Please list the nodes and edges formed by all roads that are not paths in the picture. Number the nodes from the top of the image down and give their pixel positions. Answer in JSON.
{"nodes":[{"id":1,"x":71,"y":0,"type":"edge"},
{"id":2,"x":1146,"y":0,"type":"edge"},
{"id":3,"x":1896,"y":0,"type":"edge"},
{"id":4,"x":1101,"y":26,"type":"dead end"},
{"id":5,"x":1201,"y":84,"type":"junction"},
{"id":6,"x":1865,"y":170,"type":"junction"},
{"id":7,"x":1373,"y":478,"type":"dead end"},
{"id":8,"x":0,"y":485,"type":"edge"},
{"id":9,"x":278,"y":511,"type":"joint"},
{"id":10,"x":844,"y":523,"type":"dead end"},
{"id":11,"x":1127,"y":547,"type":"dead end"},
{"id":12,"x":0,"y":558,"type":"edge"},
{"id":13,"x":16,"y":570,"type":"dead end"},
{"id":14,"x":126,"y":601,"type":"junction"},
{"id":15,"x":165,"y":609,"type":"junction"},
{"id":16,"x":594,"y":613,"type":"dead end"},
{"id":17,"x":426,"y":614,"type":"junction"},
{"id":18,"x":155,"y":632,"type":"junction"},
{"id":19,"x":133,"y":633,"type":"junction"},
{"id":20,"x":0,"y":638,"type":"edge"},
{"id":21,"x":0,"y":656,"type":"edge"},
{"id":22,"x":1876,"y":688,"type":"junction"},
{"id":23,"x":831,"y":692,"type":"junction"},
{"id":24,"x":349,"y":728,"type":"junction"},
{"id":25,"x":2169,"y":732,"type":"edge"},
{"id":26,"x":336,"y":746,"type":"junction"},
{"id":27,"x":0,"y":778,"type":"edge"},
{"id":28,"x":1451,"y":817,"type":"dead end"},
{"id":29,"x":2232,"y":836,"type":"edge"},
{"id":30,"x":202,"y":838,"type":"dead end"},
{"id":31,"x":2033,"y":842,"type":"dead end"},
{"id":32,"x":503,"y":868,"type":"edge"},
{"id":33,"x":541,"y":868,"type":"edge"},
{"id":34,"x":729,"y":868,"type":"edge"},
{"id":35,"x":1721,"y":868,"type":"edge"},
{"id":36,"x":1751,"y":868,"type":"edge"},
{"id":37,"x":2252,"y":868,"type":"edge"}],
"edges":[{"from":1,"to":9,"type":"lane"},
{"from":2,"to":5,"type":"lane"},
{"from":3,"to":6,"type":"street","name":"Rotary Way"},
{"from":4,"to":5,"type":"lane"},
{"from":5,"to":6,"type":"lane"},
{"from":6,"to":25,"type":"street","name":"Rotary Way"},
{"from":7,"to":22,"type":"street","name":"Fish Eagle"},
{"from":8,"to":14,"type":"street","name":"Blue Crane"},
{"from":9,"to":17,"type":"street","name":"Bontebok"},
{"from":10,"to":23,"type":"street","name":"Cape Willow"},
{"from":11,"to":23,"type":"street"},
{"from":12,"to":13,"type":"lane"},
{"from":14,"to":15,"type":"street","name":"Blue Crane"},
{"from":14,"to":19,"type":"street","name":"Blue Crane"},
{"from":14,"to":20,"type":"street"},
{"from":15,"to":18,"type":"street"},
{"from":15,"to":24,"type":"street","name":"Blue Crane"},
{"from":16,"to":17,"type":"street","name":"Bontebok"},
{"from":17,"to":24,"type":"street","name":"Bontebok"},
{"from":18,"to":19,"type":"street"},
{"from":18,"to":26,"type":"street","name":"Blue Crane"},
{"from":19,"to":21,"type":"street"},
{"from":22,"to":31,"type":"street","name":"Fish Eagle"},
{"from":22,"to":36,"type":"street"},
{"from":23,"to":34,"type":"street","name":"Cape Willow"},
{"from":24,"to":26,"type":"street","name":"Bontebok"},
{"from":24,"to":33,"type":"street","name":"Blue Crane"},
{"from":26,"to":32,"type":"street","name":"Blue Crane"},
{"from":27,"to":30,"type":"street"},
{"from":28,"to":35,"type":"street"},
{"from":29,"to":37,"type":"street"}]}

● WORK INSTRUCTION
All lines above holding the word "nodes" make up the answer; copy each one.

● RESPONSE AREA
Please list the nodes and edges formed by all roads that are not paths in the picture. Number the nodes from the top of the image down and give their pixel positions. Answer in JSON.
{"nodes":[{"id":1,"x":71,"y":0,"type":"edge"},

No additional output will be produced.